Work to complete >> Report back each line of the data that contains the word "main".

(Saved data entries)

----------------------------------------

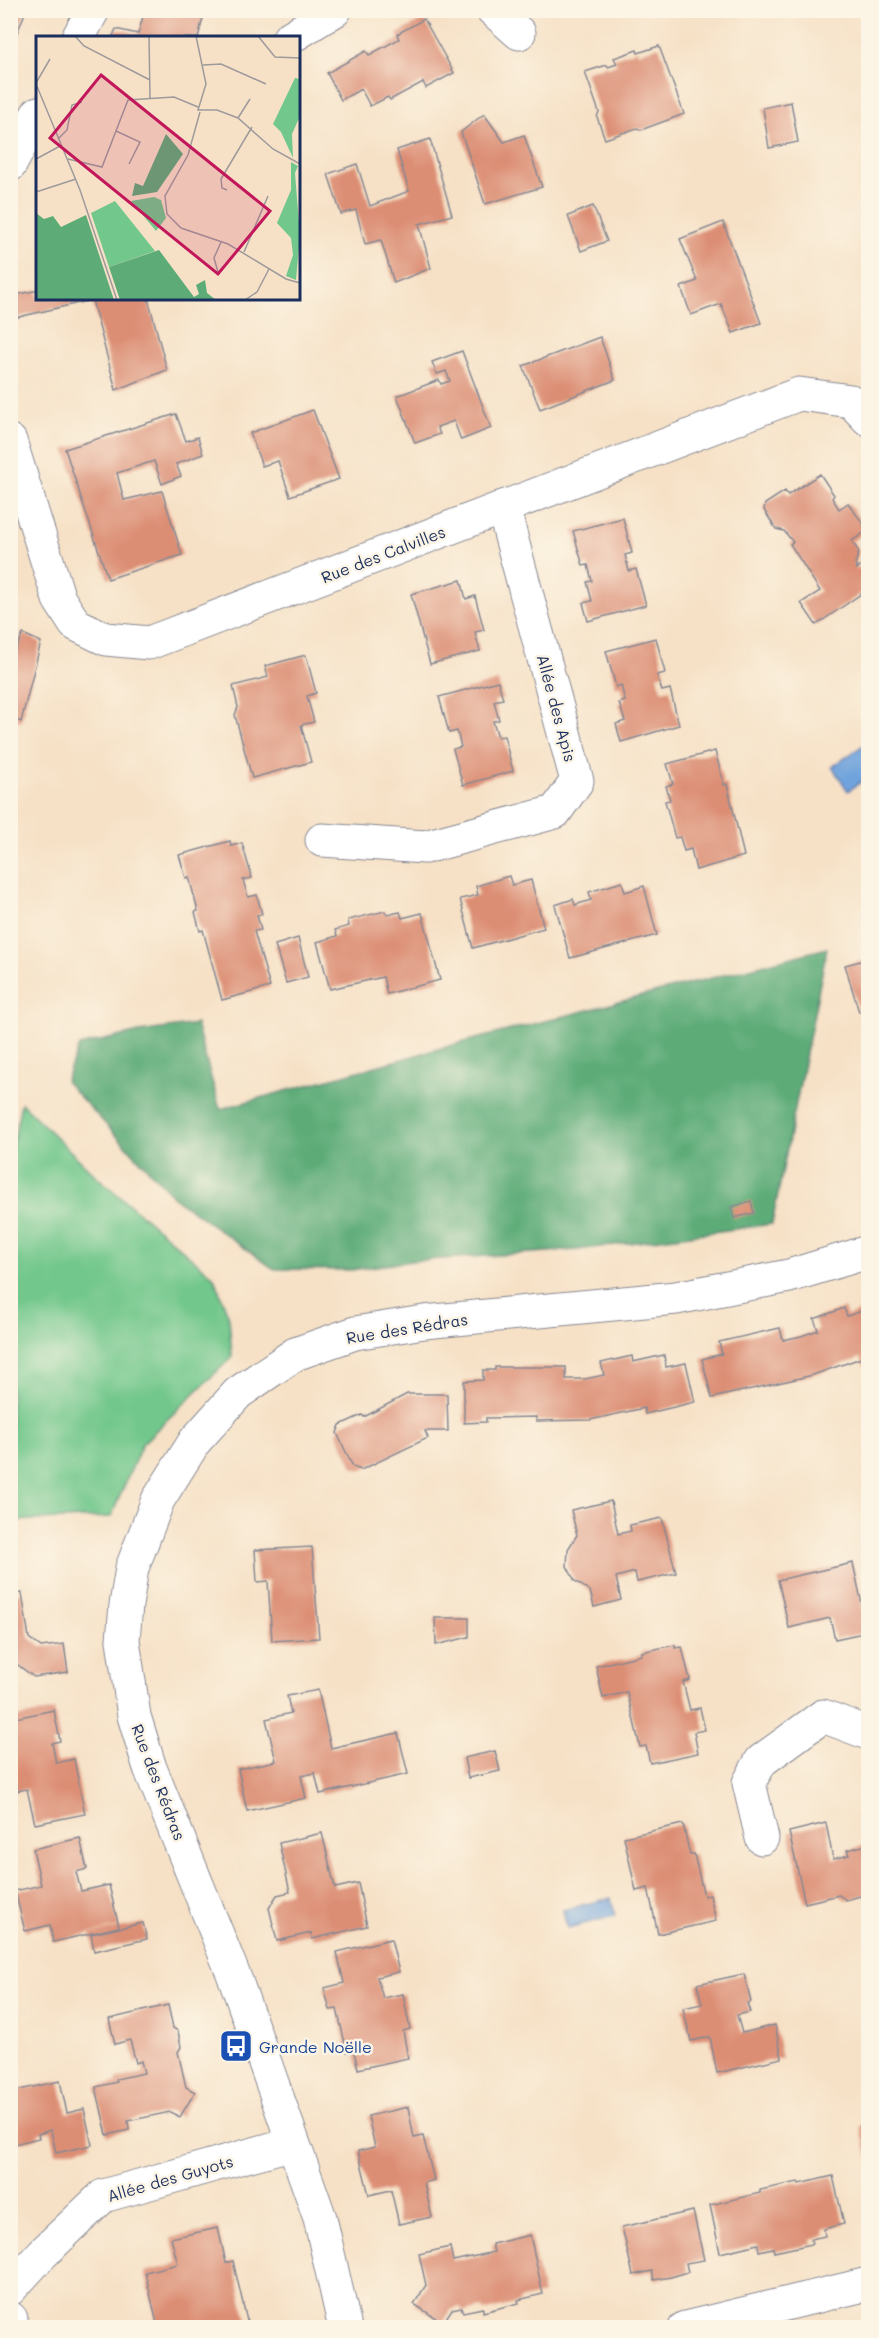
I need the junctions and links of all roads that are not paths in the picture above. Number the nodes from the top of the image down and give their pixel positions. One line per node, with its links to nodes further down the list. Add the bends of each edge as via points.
1 (93, 10): 5 (street)
2 (335, 10): 6 (street)
3 (493, 10): 4 (street)
4 (519, 33)
5 (79, 36)
6 (292, 36)
7 (36, 115): 8 (street)
8 (13, 154)
9 (868, 419): 11 (street, Rue des Calvilles, via 851,401 799,394)
10 (10, 441): 11 (street, Rue des Calvilles, via 59,599 75,624 106,639 149,642)
11 (503, 507): 12 (street, Allée des Apis, via 577,781 555,813 425,847)
12 (322, 840)
13 (868, 1252): 16 (street, Rue des Rédras, via 789,1276 676,1298 424,1322 355,1333 295,1354 238,1393 195,1441 158,1500 132,1568 123,1640 127,1678 150,1768 232,1970)
14 (868, 1733): 15 (street, via 823,1716 761,1761 749,1783)
15 (762, 1838)
16 (293, 2143): 18 (street, Allée des Guyots, via 103,2196); 19 (street, Rue des Rédras, via 320,2218)
17 (868, 2284): 20 (street)
18 (10, 2289)
19 (345, 2328)
20 (685, 2328)

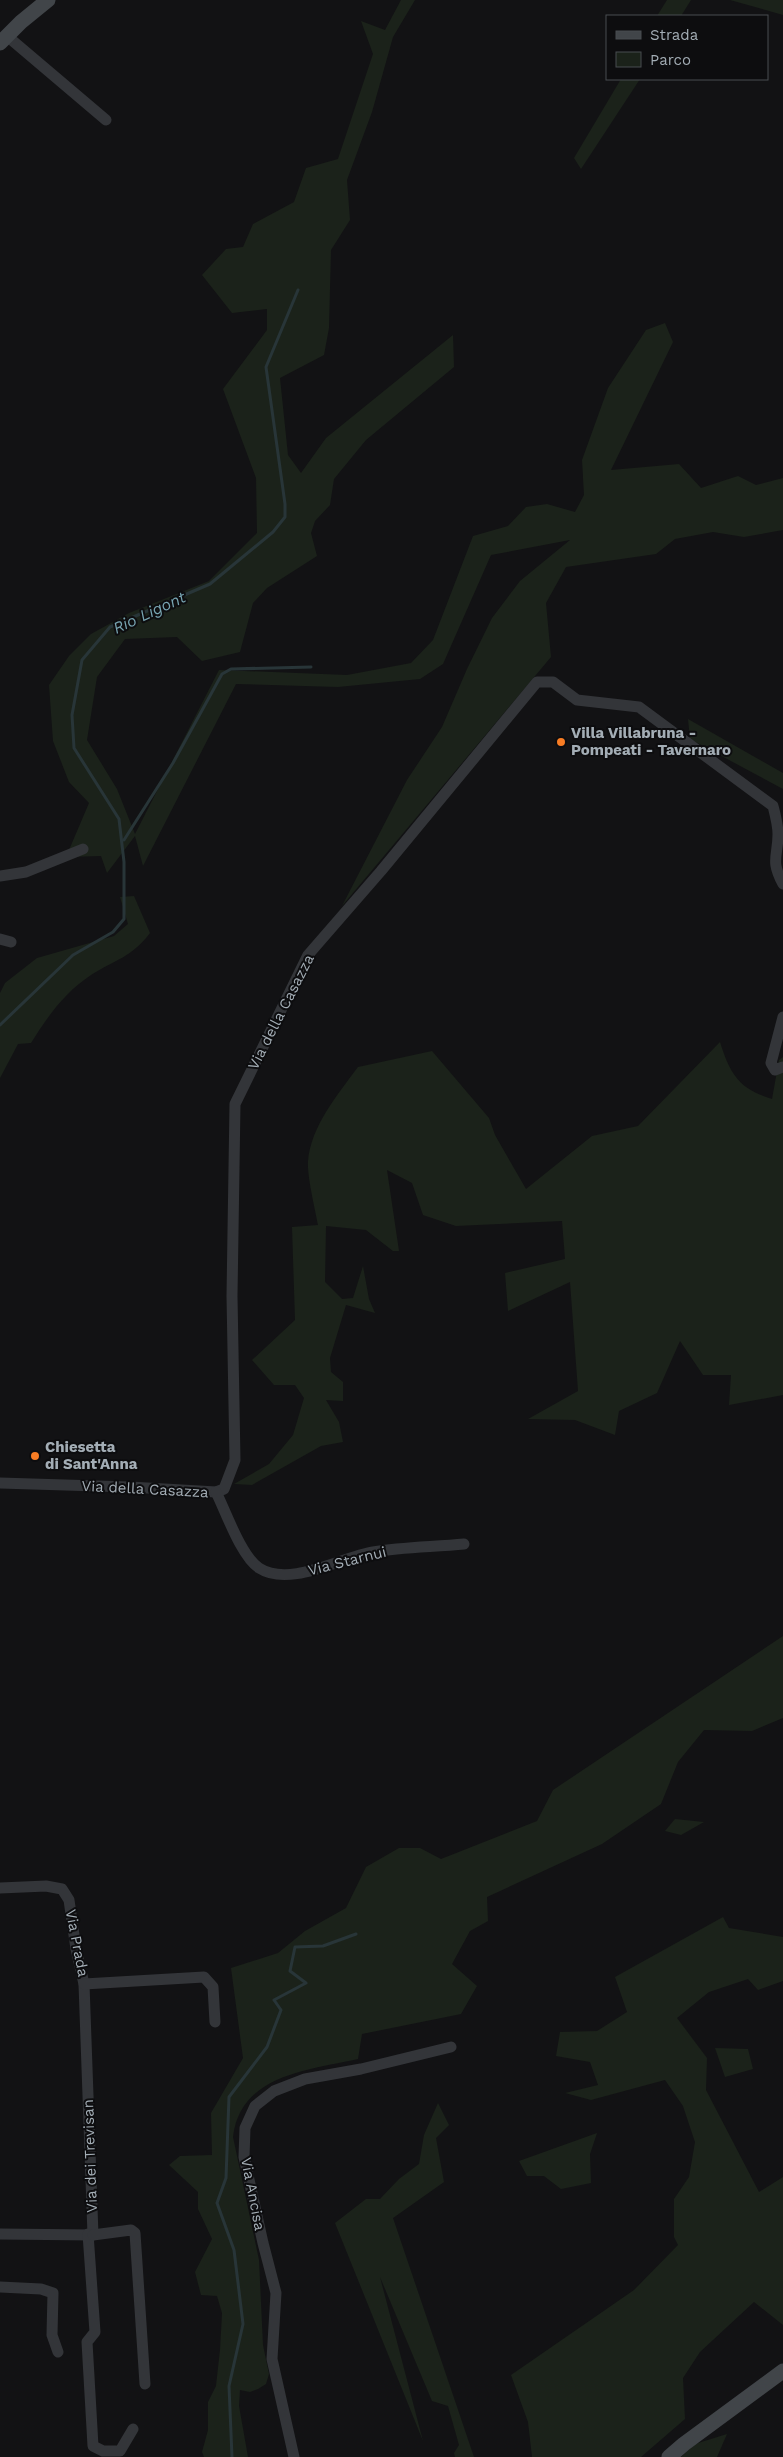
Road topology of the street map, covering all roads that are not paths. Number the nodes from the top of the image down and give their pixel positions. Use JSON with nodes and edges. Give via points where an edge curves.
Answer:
{"nodes":[{"id":1,"x":48,"y":0,"type":"edge"},
{"id":2,"x":3,"y":40,"type":"edge"},
{"id":3,"x":106,"y":120,"type":"dead end"},
{"id":4,"x":83,"y":849,"type":"dead end"},
{"id":5,"x":0,"y":876,"type":"edge"},
{"id":6,"x":783,"y":884,"type":"edge"},
{"id":7,"x":783,"y":1017,"type":"edge"},
{"id":8,"x":783,"y":1068,"type":"edge"},
{"id":9,"x":0,"y":1483,"type":"edge"},
{"id":10,"x":216,"y":1492,"type":"junction"},
{"id":11,"x":464,"y":1544,"type":"dead end"},
{"id":12,"x":0,"y":1888,"type":"edge"},
{"id":13,"x":84,"y":1984,"type":"junction"},
{"id":14,"x":215,"y":2022,"type":"dead end"},
{"id":15,"x":451,"y":2047,"type":"dead end"},
{"id":16,"x":0,"y":2234,"type":"edge"},
{"id":17,"x":91,"y":2235,"type":"junction"},
{"id":18,"x":0,"y":2287,"type":"edge"},
{"id":19,"x":58,"y":2352,"type":"dead end"},
{"id":20,"x":783,"y":2372,"type":"edge"},
{"id":21,"x":145,"y":2384,"type":"dead end"},
{"id":22,"x":133,"y":2429,"type":"dead end"},
{"id":23,"x":294,"y":2457,"type":"edge"},
{"id":24,"x":669,"y":2457,"type":"edge"}],
"edges":[{"from":1,"to":2,"type":"street"},
{"from":2,"to":3,"type":"street"},
{"from":4,"to":5,"type":"street","via":[[26,872]]},
{"from":6,"to":10,"type":"street","name":"Via della Casazza","via":[[776,870],[774,854],[778,833],[773,806],[639,707],[577,700],[553,682],[537,682],[308,955],[235,1104],[232,1296],[235,1460],[224,1490]]},
{"from":7,"to":8,"type":"street","via":[[771,1064],[775,1070]]},
{"from":9,"to":10,"type":"street","name":"Via della Casazza"},
{"from":10,"to":11,"type":"street","name":"Via Starnui","via":[[245,1552],[259,1568],[276,1574],[307,1572],[372,1552]]},
{"from":12,"to":13,"type":"street","name":"Via Prada","via":[[46,1886],[62,1889],[69,1900]]},
{"from":13,"to":14,"type":"street","name":"Via Prada","via":[[204,1977],[213,1987]]},
{"from":13,"to":17,"type":"street","name":"Via dei Trevisan"},
{"from":15,"to":23,"type":"street","name":"Via Ancisa","via":[[305,2079],[274,2091],[254,2106],[245,2128],[244,2157],[276,2293],[272,2359]]},
{"from":16,"to":17,"type":"street","name":"Via dei Trevisan"},
{"from":17,"to":21,"type":"street","via":[[131,2230],[135,2233]]},
{"from":17,"to":22,"type":"street","via":[[95,2332],[87,2342],[93,2446],[103,2451],[120,2451]]},
{"from":18,"to":19,"type":"street","via":[[41,2289],[53,2293],[52,2335]]},
{"from":20,"to":24,"type":"street"}]}
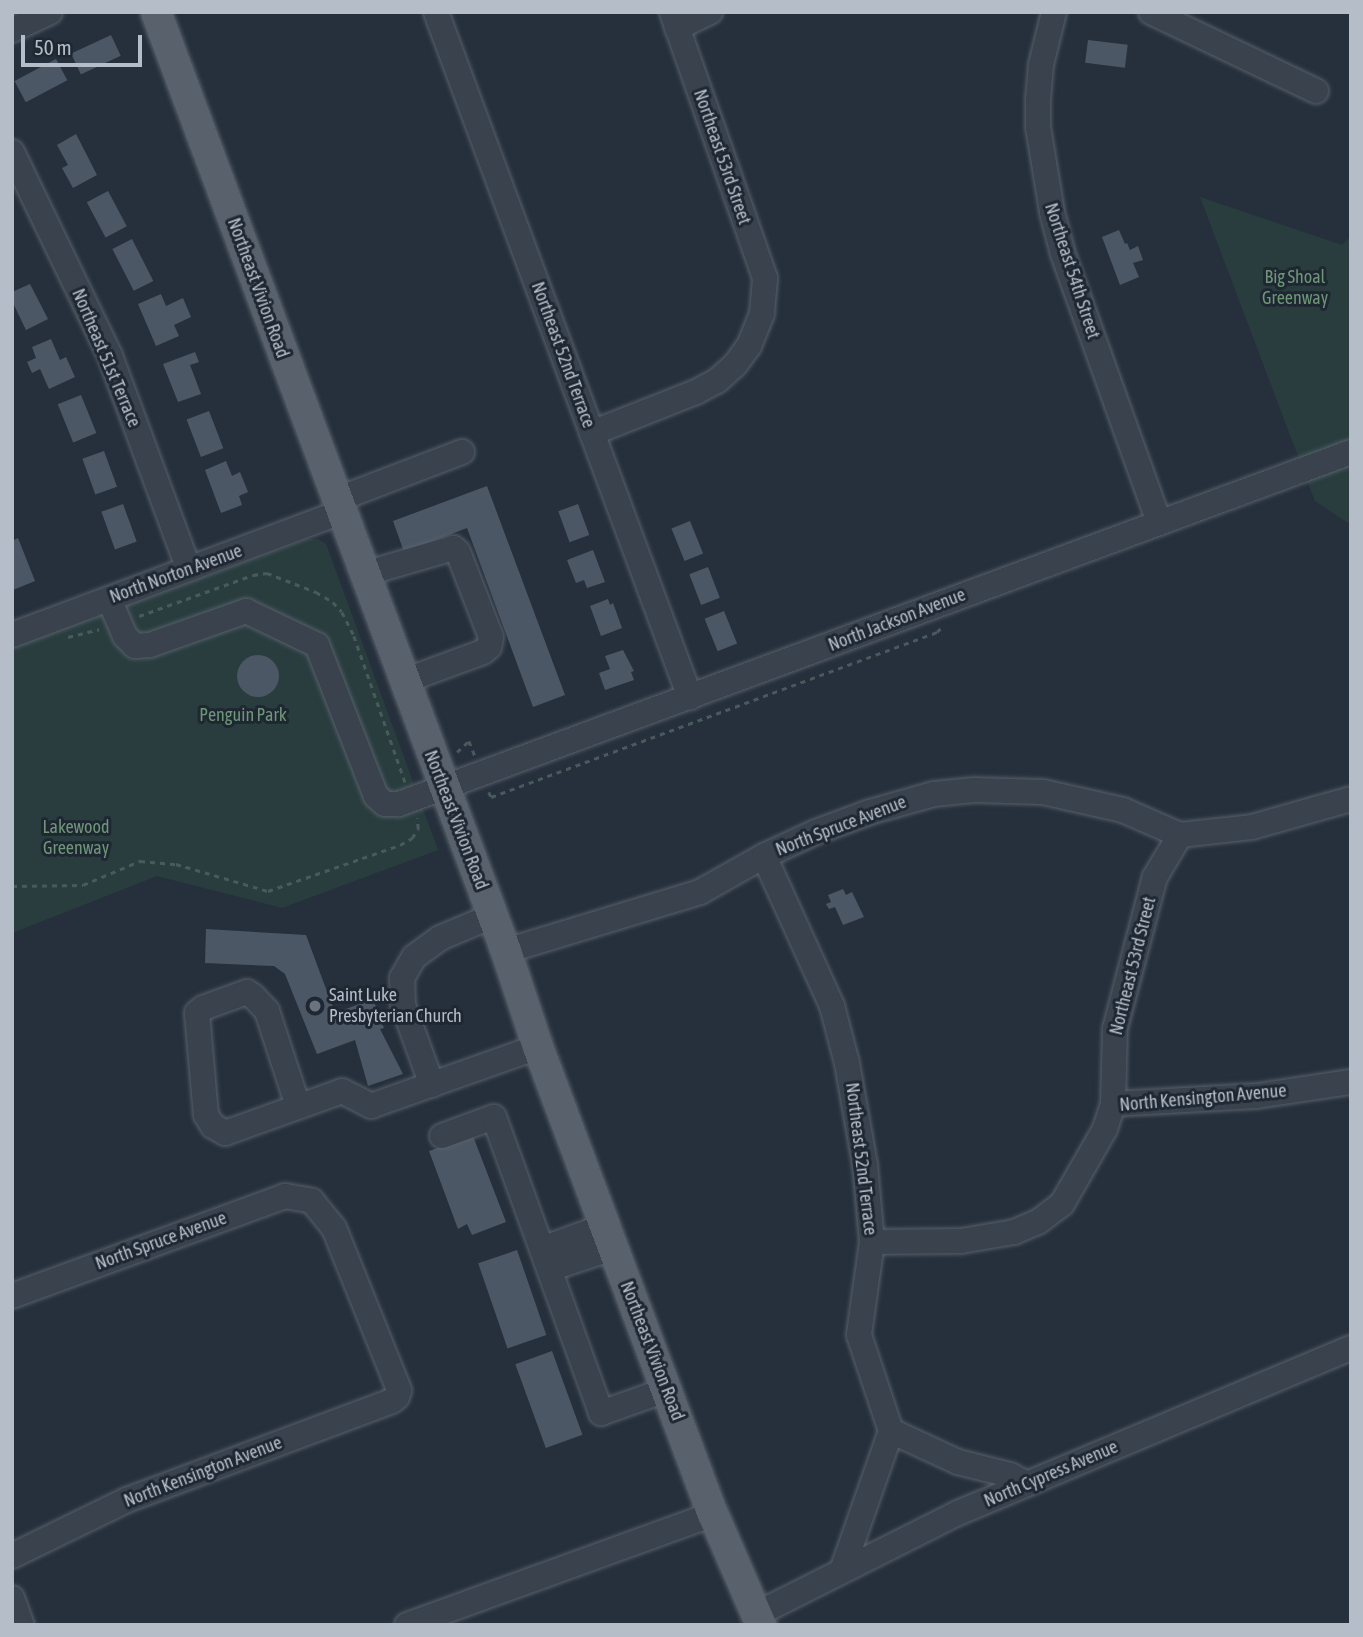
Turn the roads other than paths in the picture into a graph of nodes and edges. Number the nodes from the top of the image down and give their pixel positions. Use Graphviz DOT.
graph roads {
  1 [pos="50,12"];
  2 [pos="156,12"];
  3 [pos="436,12"];
  4 [pos="710,12"];
  5 [pos="1054,12"];
  6 [pos="1151,12"];
  7 [pos="675,20"];
  8 [pos="12,30"];
  9 [pos="1316,91"];
  10 [pos="12,152"];
  11 [pos="592,433"];
  12 [pos="462,452"];
  13 [pos="1351,452"];
  14 [pos="338,506"];
  15 [pos="1159,522"];
  16 [pos="189,569"];
  17 [pos="363,574"];
  18 [pos="109,599"];
  19 [pos="12,635"];
  20 [pos="404,681"];
  21 [pos="690,697"];
  22 [pos="444,789"];
  23 [pos="1351,799"];
  24 [pos="1181,835"];
  25 [pos="764,856"];
  26 [pos="492,916"];
  27 [pos="506,951"];
  28 [pos="538,1047"];
  29 [pos="1351,1082"];
  30 [pos="432,1085"];
  31 [pos="1113,1104"];
  32 [pos="298,1106"];
  33 [pos="442,1136"];
  34 [pos="609,1237"];
  35 [pos="872,1242"];
  36 [pos="545,1259"];
  37 [pos="12,1296"];
  38 [pos="1351,1348"];
  39 [pos="667,1390"];
  40 [pos="406,1401"];
  41 [pos="891,1431"];
  42 [pos="1027,1484"];
  43 [pos="713,1514"];
  44 [pos="12,1556"];
  45 [pos="842,1572"];
  46 [pos="12,1598"];
  47 [pos="759,1619"];
  48 [pos="22,1625"];
  49 [pos="407,1625"];
  1 -- 8 [label="street"];
  2 -- 14 [label="main road, Northeast Vivion Road"];
  3 -- 11 [label="street, Northeast 52nd Terrace"];
  4 -- 7 [label="street"];
  5 -- 15 [label="street, Northeast 54th Street"];
  6 -- 9 [label="street"];
  7 -- 11 [label="street, Northeast 53rd Street"];
  10 -- 16 [label="street, Northeast 51st Terrace"];
  11 -- 21 [label="street, Northeast 52nd Terrace"];
  12 -- 14 [label="street, North Norton Avenue"];
  13 -- 15 [label="street, North Jackson Avenue"];
  14 -- 16 [label="street, North Norton Avenue"];
  14 -- 17 [label="main road, Northeast Vivion Road"];
  15 -- 21 [label="street, North Jackson Avenue"];
  16 -- 18 [label="street, North Norton Avenue"];
  17 -- 20 [label="main road, Northeast Vivion Road"];
  17 -- 20 [label="street"];
  18 -- 19 [label="street, North Norton Avenue"];
  18 -- 22 [label="street, North Jackson Avenue"];
  20 -- 22 [label="main road, Northeast Vivion Road"];
  21 -- 22 [label="street, North Jackson Avenue"];
  22 -- 26 [label="main road, Northeast Vivion Road"];
  23 -- 24 [label="street, North Spruce Avenue"];
  24 -- 25 [label="street, North Spruce Avenue"];
  24 -- 31 [label="street, Northeast 53rd Street"];
  25 -- 27 [label="street, North Spruce Avenue"];
  25 -- 35 [label="street, Northeast 52nd Terrace"];
  26 -- 27 [label="main road, Northeast Vivion Road"];
  26 -- 30 [label="street"];
  27 -- 28 [label="main road, Northeast Vivion Road"];
  28 -- 30 [label="street"];
  28 -- 34 [label="main road, Northeast Vivion Road"];
  29 -- 31 [label="street, North Kensington Avenue"];
  30 -- 32 [label="street"];
  31 -- 35 [label="street, North Kensington Avenue"];
  32 -- 32 [label="street"];
  33 -- 36 [label="street"];
  34 -- 36 [label="street"];
  34 -- 39 [label="main road, Northeast Vivion Road"];
  35 -- 41 [label="street, Northeast 52nd Terrace"];
  36 -- 39 [label="street"];
  37 -- 40 [label="street, North Spruce Avenue"];
  38 -- 42 [label="street, North Cypress Avenue"];
  39 -- 43 [label="main road, Northeast Vivion Road"];
  40 -- 44 [label="street, North Kensington Avenue"];
  41 -- 42 [label="street"];
  41 -- 45 [label="street"];
  42 -- 45 [label="street, North Cypress Avenue"];
  43 -- 47 [label="main road, Northeast Vivion Road"];
  43 -- 49 [label="street"];
  45 -- 47 [label="street, North Cypress Avenue"];
  46 -- 48 [label="street"];
}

----------------------------------------

Solution to this task >>
  2 -- 14 [label="main road, Northeast Vivion Road"];
  14 -- 17 [label="main road, Northeast Vivion Road"];
  17 -- 20 [label="main road, Northeast Vivion Road"];
  20 -- 22 [label="main road, Northeast Vivion Road"];
  22 -- 26 [label="main road, Northeast Vivion Road"];
  26 -- 27 [label="main road, Northeast Vivion Road"];
  27 -- 28 [label="main road, Northeast Vivion Road"];
  28 -- 34 [label="main road, Northeast Vivion Road"];
  34 -- 39 [label="main road, Northeast Vivion Road"];
  39 -- 43 [label="main road, Northeast Vivion Road"];
  43 -- 47 [label="main road, Northeast Vivion Road"];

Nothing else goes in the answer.